--- GIVEN DATA ---

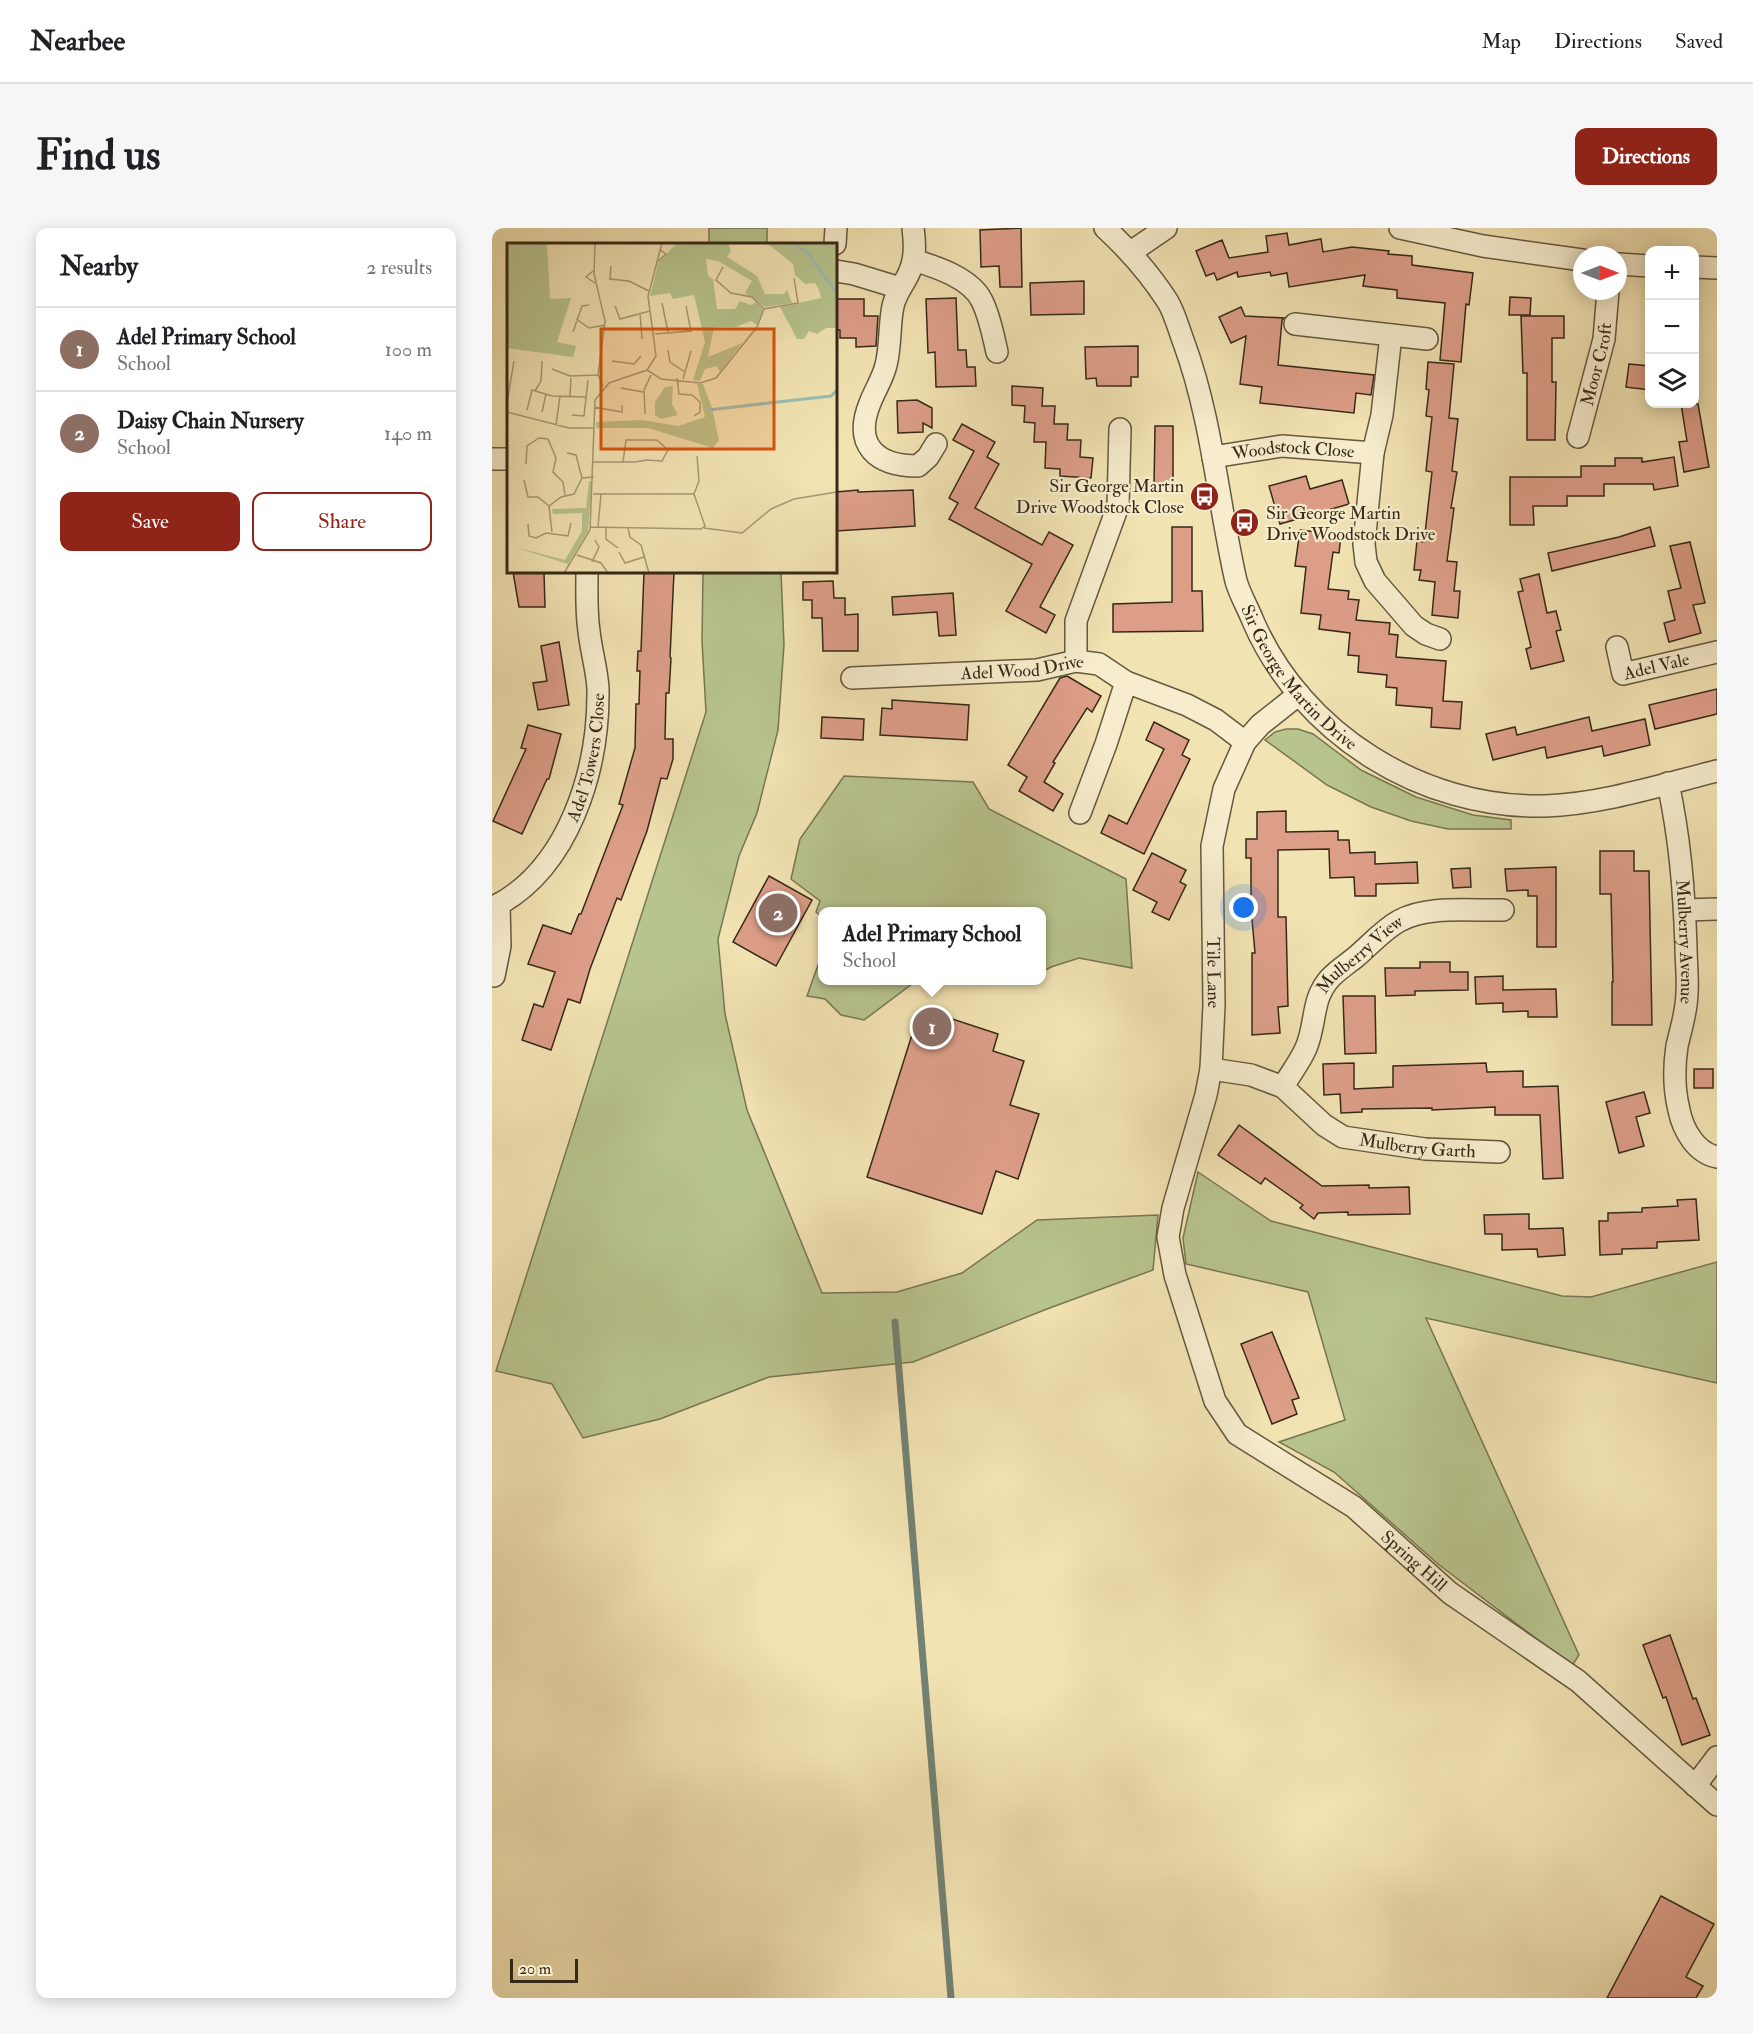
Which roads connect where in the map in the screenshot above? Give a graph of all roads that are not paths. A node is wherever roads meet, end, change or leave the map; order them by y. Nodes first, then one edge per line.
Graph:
1 (836, 228) edge
2 (913, 228) edge
3 (1105, 228) edge
4 (1166, 228) edge
5 (1400, 228) edge
6 (835, 243) edge
7 (1131, 252) junction
8 (1573, 259) edge
9 (914, 260) junction
10 (1627, 265) edge
11 (1645, 266) edge
12 (1699, 267) edge
13 (1717, 268) edge
14 (837, 271) edge
15 (900, 288) junction
16 (1607, 300) edge
17 (1295, 324) dead end
18 (1391, 335) junction
19 (1427, 339) dead end
20 (997, 352) dead end
21 (1120, 429) dead end
22 (1578, 437) dead end
23 (936, 444) dead end
24 (1373, 453) junction
25 (1213, 457) junction
26 (587, 573) edge
27 (1440, 639) dead end
28 (1617, 647) dead end
29 (1717, 652) edge
30 (1076, 661) junction
31 (852, 678) dead end
32 (1126, 682) junction
33 (1299, 694) junction
34 (1245, 742) junction
35 (1717, 771) edge
36 (1668, 783) junction
37 (1080, 813) dead end
38 (496, 906) edge
39 (1717, 909) edge
40 (1503, 910) dead end
41 (1685, 910) junction
42 (494, 976) dead end
43 (1211, 1069) junction
44 (1282, 1087) junction
45 (1499, 1152) dead end
46 (1717, 1157) edge
47 (1175, 1275) joint
48 (1717, 1757) edge
49 (1695, 1786) junction
50 (1717, 1805) edge

1 - 6 street
2 - 9 street
3 - 7 street, Sir George Martin Drive
4 - 7 street
5 - 8 street
7 - 25 street, Sir George Martin Drive
9 - 15 street
9 - 20 street
10 - 11 street
12 - 13 street
14 - 15 street
15 - 23 street
16 - 22 street, Moor Croft
17 - 18 street
18 - 19 street
18 - 24 street, Woodstock Close
21 - 30 street
24 - 25 street, Woodstock Close
24 - 27 street, Woodstock Close
25 - 33 street, Sir George Martin Drive
26 - 38 street, Adel Towers Close
28 - 29 street, Adel Vale
30 - 31 street, Adel Wood Drive
30 - 32 street, Adel Wood Drive
32 - 34 street, Adel Wood Drive
32 - 37 street
33 - 34 street, Tile Lane
33 - 36 street, Sir George Martin Drive
34 - 43 street, Tile Lane
35 - 36 street, Sir George Martin Drive
36 - 41 street, Mulberry Avenue
38 - 42 street
39 - 41 street
40 - 44 street, Mulberry View
41 - 46 street, Mulberry Avenue
43 - 44 street
43 - 47 street, Tile Lane
44 - 45 street, Mulberry Garth
47 - 49 street, Spring Hill
48 - 49 street
49 - 50 street, Spring Hill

---

_ASSIGNMENT_.
Of the lines in the data, report each one containing the string "Close".

_RESPONSE BOX_.
18 - 24 street, Woodstock Close
24 - 25 street, Woodstock Close
24 - 27 street, Woodstock Close
26 - 38 street, Adel Towers Close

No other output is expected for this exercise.